Cada memória é datada de uma forma diferente.
Uma pessoa como eu tem as memórias lacunas em branco.
Porém algumas memórias não podem ser esquecidas.
::: fronteira entre Brasil e México 5 anos atrás:::

Na vastidão impiedosa do deserto, ele emergiu das sombras como uma miragem distorcida. Sob o sol inclemente, seus olhos, antes humanos, agora refletiam a selvageria que se apoderava dele. O calor escaldante castigava a terra seca, enquanto cactos pontiagudos erguiam-se como guardiões silenciosos.

O processo de mutação desdobrava-se, uma dança desafiadora entre a humanidade residual e a besta interior. Sua fome insaciável ecoava nos confins da desolação. Cauteloso, resistia aos instintos animalescos que ameaçavam dominá-lo, mantendo-se nas sombras.

Ao longe, um grupo de humanos, exaustos e distorcidos pela miragem do calor, ousava desafiar a fronteira do Brasil e México. Ignorantes da presença que os espreitava, cada passo deles marcava a poeira levantada por pés fatigados, enquanto o vento quente sussurrava segredos no deserto.

Escondido entre as rochas, ele testemunhava a luta interna, enquanto os cactos pareciam testemunhas mudas do conflito. Na fronteira implacável, entre o Brasil e o México, a dualidade atingia seu ápice. A humanidade e a fera dançavam em uma coreografia de sombras e luz, enquanto o grupo humano, alheio à iminente ameaça, prosseguia em sua jornada desafiadora, traçando destinos incertos sob o sol impiedoso do deserto.

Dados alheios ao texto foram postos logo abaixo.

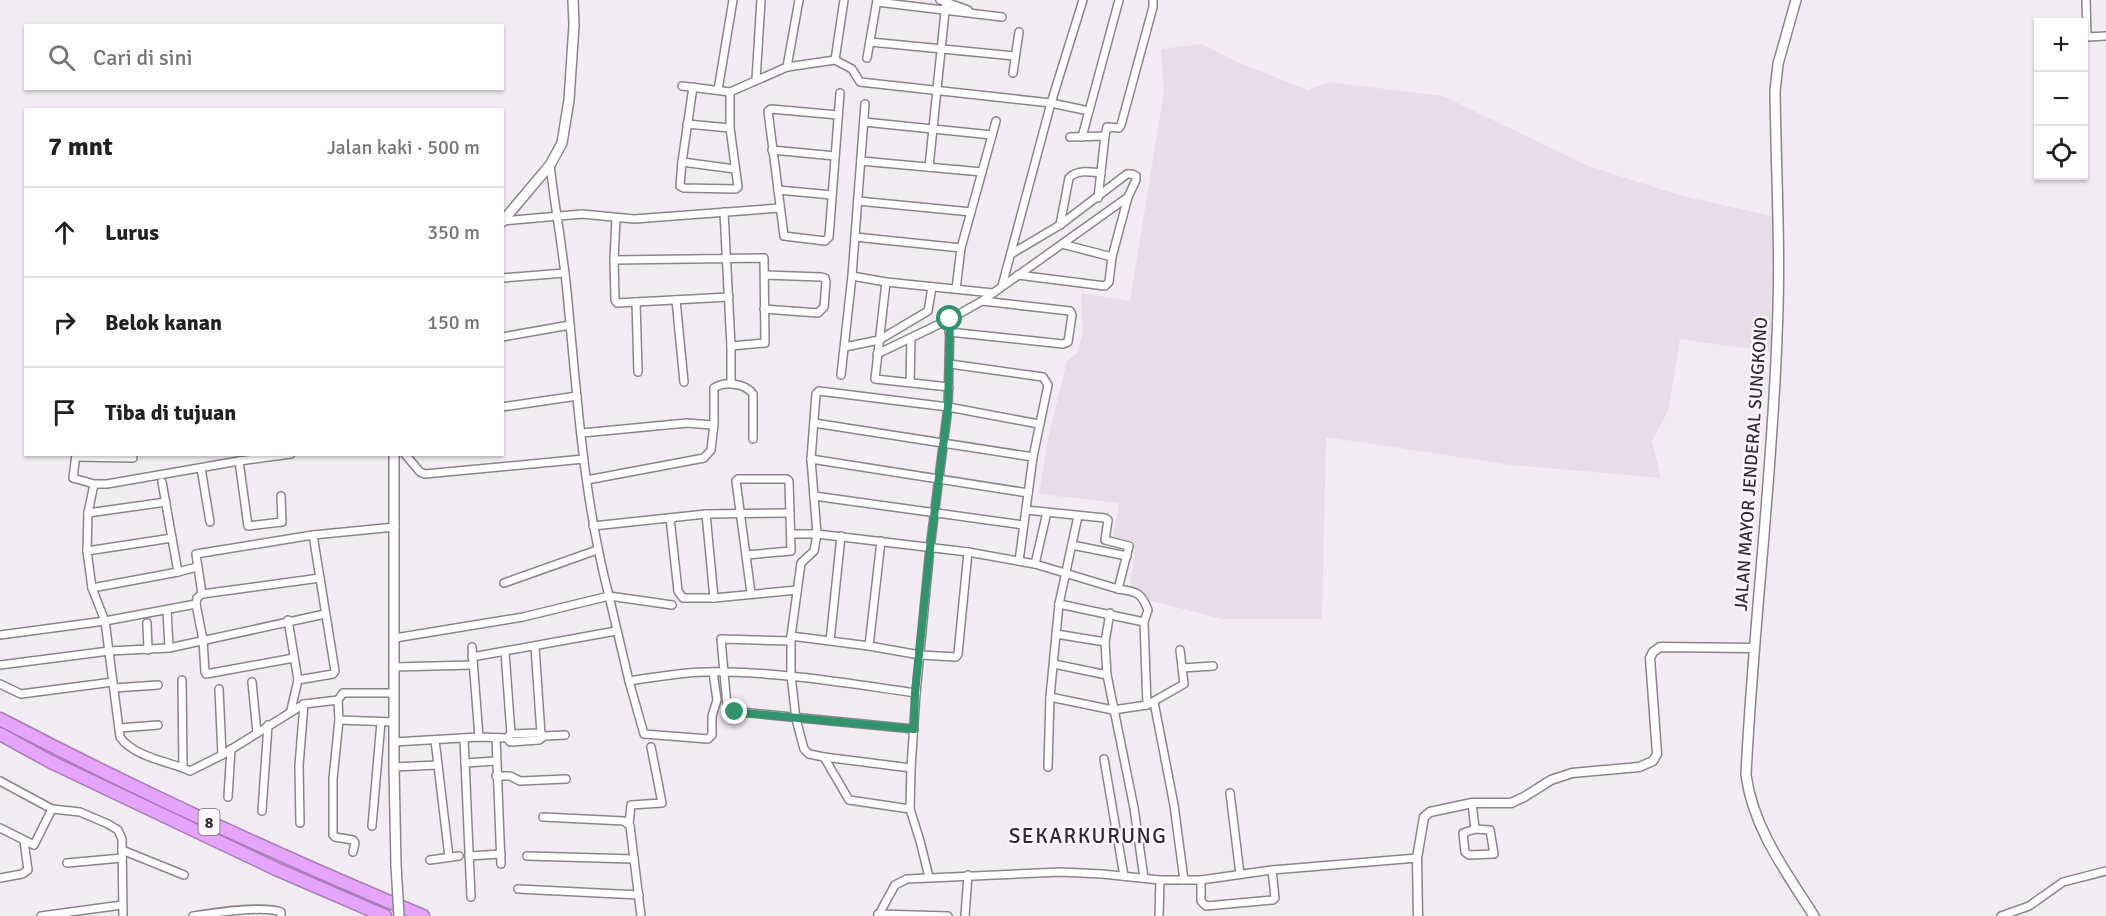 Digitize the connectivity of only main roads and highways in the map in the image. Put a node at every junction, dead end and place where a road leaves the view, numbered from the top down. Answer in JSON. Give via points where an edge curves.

Arrastando-se pelo chão como um réptil, sua mutação o transformara em uma sombra sinuosa entre as rochas e areias escaldantes. Os olhos de fera varriam o terreno, enquanto ele se movia com a graça predatória de um lagarto na caça. A besta interior agora guiava seus passos, cada movimento carregado de uma selvageria contida.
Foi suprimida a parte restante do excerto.